-- THE TASK --
Copy out each line of the listing below that contains the word "Stanley".
>>>>>
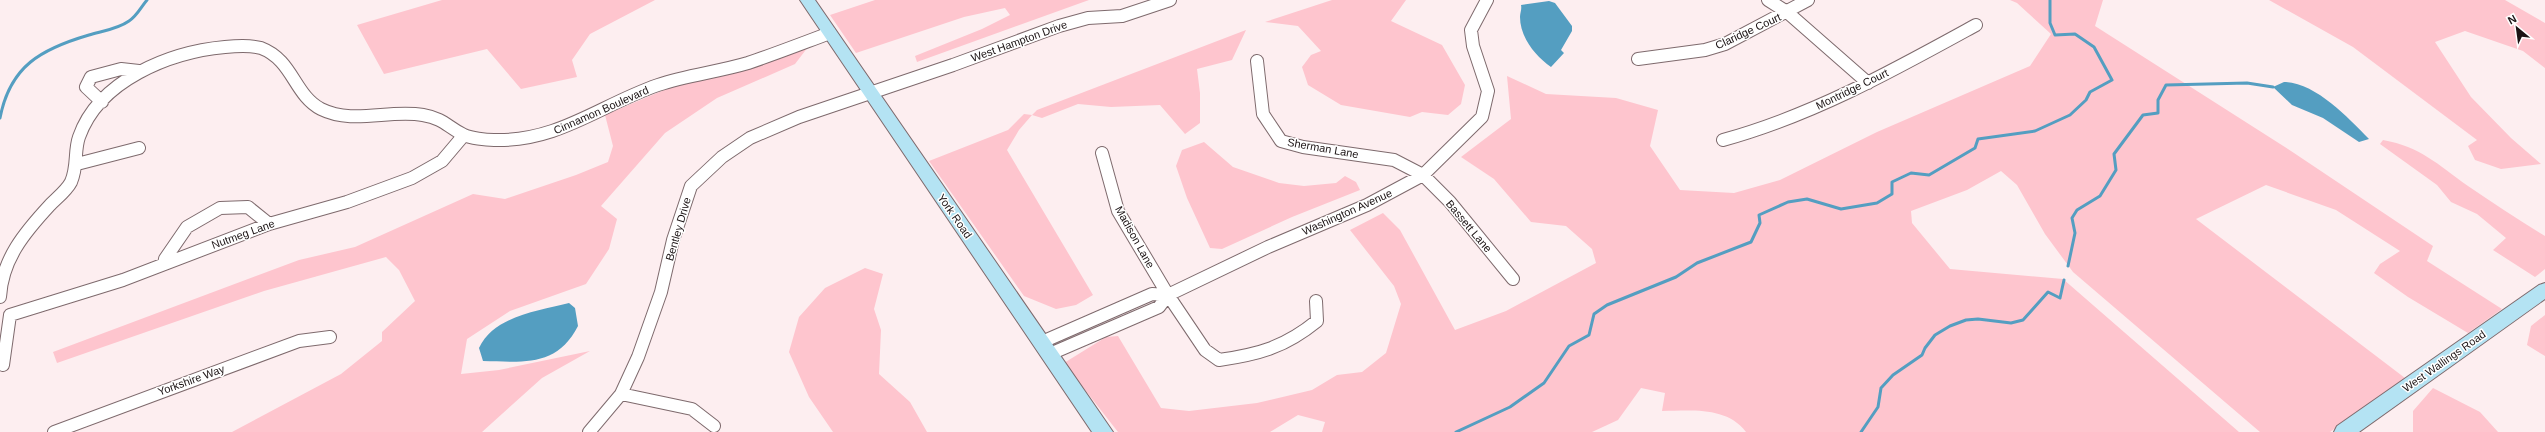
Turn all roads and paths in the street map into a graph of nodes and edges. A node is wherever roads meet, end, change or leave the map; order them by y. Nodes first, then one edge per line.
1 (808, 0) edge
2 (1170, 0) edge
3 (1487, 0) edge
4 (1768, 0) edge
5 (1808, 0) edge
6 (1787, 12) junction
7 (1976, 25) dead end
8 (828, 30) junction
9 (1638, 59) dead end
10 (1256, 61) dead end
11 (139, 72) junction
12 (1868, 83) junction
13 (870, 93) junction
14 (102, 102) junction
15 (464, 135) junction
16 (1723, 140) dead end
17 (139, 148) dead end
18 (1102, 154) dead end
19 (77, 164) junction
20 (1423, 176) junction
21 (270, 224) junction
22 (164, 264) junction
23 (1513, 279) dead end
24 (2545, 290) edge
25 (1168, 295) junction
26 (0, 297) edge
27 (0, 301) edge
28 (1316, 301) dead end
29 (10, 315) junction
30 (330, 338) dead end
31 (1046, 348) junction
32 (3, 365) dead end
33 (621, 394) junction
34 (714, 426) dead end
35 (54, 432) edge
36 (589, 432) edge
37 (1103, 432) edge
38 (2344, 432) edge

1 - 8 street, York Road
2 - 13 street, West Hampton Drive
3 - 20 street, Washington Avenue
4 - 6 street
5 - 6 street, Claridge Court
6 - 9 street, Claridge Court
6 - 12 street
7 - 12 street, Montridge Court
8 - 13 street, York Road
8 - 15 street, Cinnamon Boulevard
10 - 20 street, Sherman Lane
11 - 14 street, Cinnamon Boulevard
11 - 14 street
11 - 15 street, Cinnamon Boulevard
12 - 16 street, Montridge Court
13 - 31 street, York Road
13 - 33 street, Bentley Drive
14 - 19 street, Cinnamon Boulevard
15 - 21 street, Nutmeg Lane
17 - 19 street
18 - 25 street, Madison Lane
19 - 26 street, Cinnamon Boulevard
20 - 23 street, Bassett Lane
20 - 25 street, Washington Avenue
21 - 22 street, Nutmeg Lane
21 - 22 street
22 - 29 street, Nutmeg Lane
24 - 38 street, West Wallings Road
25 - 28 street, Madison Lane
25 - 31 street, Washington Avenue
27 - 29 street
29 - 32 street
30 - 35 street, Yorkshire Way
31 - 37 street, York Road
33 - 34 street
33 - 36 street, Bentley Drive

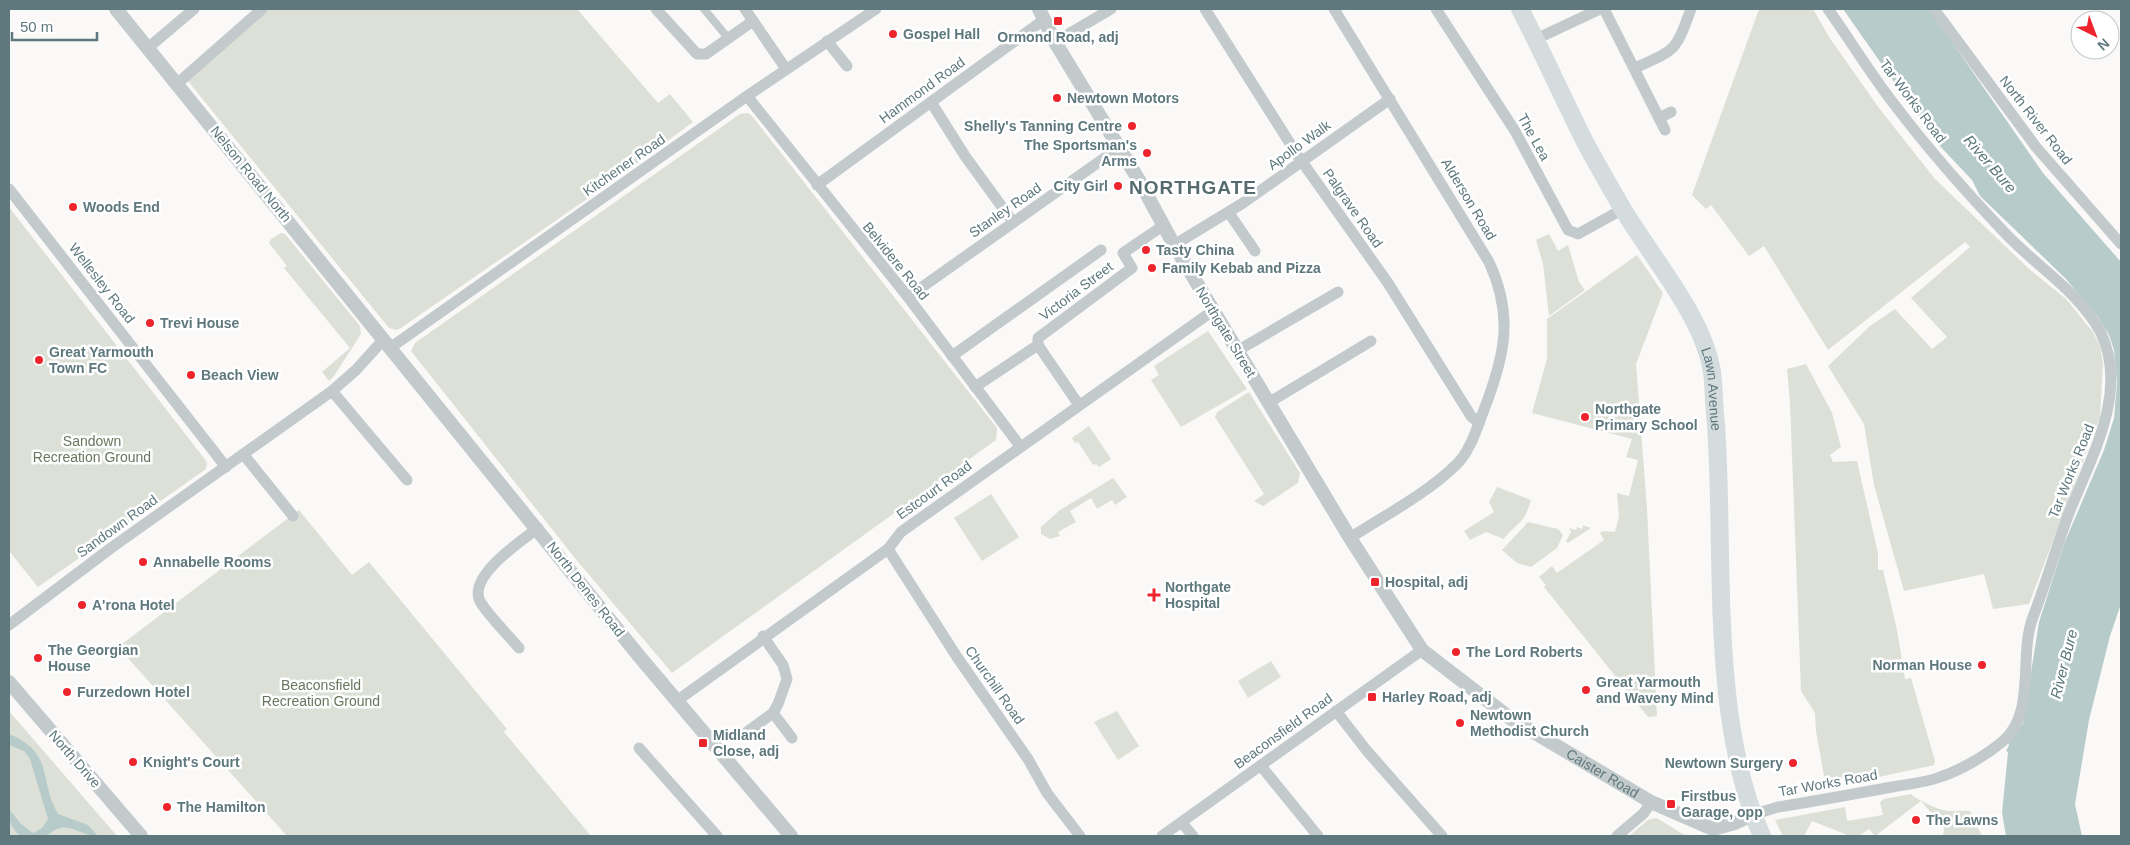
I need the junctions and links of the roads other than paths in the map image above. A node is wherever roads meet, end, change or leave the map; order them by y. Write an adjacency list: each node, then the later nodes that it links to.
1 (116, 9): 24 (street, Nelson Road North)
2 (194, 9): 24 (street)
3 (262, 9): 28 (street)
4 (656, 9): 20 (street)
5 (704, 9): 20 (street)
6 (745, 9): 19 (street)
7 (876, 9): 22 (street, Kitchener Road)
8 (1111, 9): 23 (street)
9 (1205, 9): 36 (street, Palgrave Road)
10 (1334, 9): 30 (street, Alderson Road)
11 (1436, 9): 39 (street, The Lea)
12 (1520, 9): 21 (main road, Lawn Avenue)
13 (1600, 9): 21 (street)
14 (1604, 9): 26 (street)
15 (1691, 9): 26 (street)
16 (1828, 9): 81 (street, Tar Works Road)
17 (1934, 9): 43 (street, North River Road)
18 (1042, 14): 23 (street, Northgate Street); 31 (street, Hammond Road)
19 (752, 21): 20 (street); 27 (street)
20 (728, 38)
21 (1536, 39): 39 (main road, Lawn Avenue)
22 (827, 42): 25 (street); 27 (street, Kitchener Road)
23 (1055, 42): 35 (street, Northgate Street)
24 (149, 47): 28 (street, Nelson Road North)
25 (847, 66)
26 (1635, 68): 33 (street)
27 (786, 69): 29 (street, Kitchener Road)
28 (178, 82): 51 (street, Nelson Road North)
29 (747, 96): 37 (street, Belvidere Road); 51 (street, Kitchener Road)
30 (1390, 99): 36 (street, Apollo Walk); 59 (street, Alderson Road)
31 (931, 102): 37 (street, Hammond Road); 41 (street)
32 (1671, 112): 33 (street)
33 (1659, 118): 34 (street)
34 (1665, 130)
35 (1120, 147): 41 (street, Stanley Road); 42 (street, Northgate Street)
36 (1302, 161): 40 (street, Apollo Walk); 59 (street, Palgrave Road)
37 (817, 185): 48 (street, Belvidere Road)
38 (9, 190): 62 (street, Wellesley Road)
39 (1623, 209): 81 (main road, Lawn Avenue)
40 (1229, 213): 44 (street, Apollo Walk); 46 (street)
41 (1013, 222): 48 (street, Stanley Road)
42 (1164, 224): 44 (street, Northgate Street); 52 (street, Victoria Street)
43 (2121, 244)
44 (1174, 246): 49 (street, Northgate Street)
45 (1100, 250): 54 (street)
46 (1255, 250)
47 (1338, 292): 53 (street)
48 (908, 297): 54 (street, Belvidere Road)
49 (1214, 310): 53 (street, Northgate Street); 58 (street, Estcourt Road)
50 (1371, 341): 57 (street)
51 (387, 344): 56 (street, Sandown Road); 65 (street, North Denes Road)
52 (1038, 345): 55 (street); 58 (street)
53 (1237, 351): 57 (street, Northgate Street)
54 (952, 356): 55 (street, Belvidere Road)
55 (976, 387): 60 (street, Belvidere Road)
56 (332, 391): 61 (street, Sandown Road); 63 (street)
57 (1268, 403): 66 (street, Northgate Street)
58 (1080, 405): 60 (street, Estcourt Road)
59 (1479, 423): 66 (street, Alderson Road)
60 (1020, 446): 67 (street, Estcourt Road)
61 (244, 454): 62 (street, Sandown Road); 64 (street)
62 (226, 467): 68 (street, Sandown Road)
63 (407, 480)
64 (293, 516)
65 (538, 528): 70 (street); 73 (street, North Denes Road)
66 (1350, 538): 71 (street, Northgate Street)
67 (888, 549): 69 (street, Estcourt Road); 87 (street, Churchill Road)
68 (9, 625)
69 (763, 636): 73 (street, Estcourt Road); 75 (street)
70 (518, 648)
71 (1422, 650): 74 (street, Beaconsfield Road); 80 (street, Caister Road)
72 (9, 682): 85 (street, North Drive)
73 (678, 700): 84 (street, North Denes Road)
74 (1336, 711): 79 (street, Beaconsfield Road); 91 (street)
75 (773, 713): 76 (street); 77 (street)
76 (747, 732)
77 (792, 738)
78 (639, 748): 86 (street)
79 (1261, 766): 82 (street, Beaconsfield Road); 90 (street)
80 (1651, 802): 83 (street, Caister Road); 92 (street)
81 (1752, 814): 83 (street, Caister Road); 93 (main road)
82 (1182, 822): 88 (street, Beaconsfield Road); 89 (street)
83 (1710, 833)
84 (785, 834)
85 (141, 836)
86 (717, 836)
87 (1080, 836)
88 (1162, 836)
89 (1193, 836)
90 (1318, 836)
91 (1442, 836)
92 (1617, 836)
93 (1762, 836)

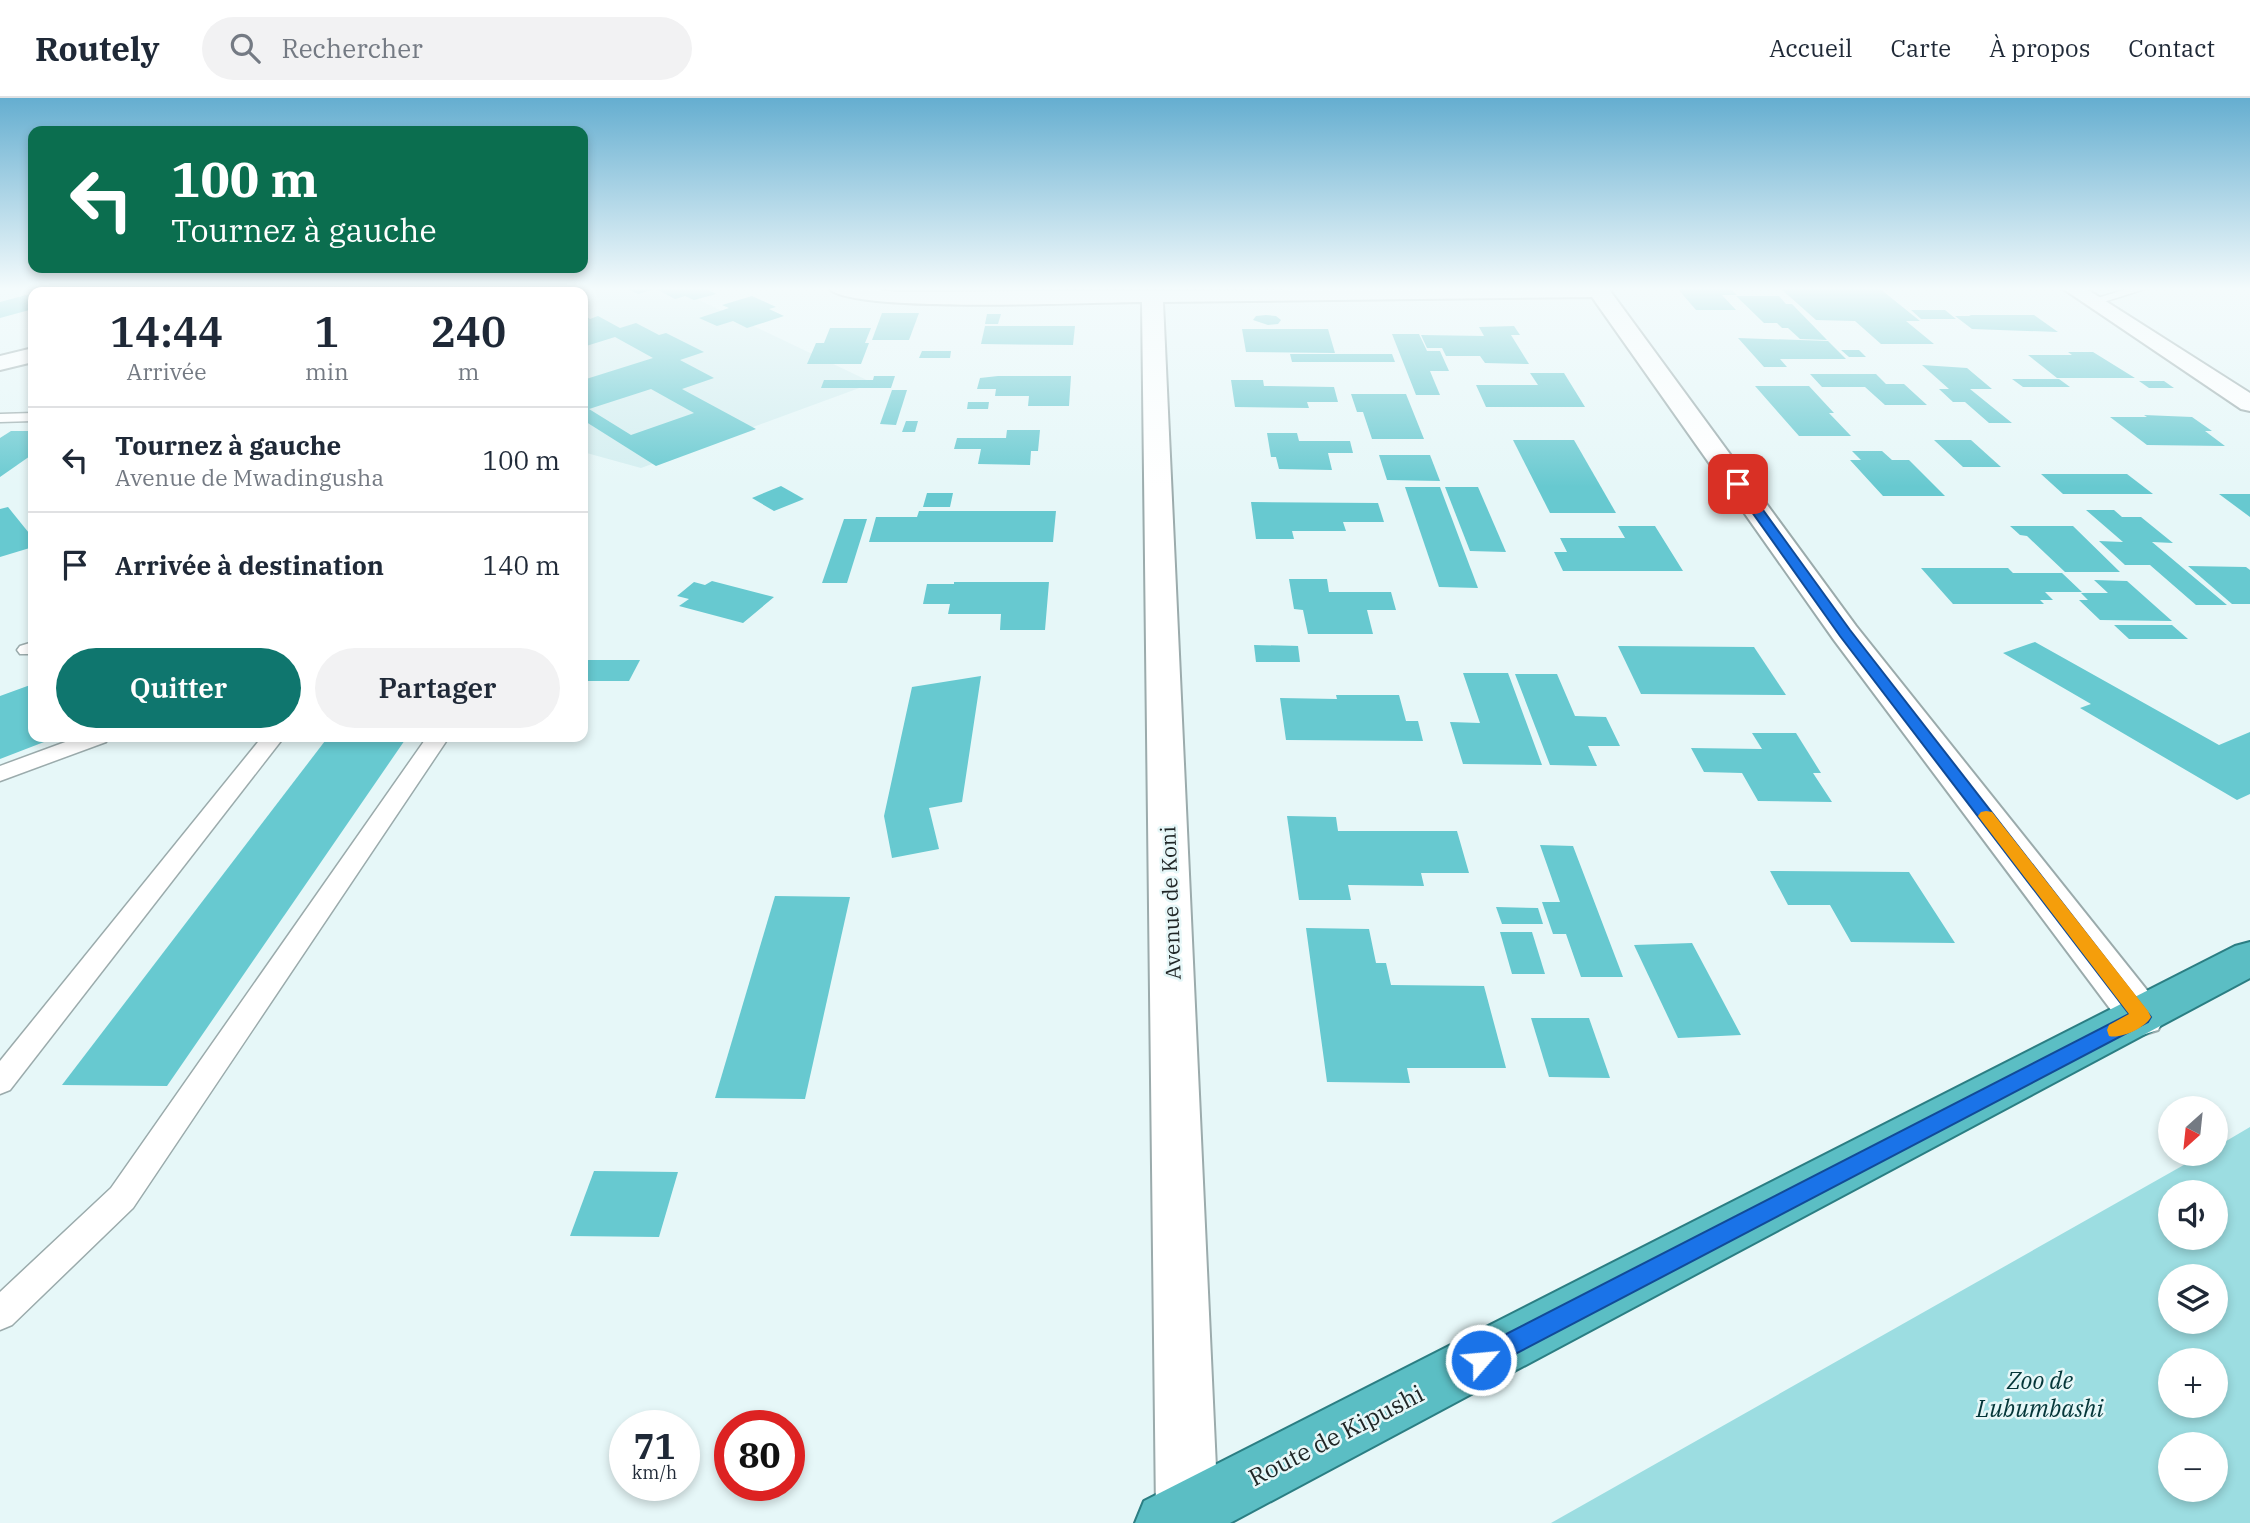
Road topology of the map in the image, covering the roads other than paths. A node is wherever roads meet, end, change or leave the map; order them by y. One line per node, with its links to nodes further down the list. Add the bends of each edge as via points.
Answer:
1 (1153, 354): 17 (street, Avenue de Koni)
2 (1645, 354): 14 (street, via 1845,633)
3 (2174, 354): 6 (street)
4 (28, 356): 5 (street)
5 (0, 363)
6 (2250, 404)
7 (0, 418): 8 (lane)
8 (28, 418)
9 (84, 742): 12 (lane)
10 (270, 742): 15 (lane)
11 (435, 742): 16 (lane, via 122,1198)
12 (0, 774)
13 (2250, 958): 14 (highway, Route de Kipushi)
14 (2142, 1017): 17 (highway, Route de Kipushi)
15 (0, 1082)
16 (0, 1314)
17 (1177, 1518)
<<<<<
-- TASK RESULT --
35 (1120, 147): 41 (street, Stanley Road); 42 (street, Northgate Street)
41 (1013, 222): 48 (street, Stanley Road)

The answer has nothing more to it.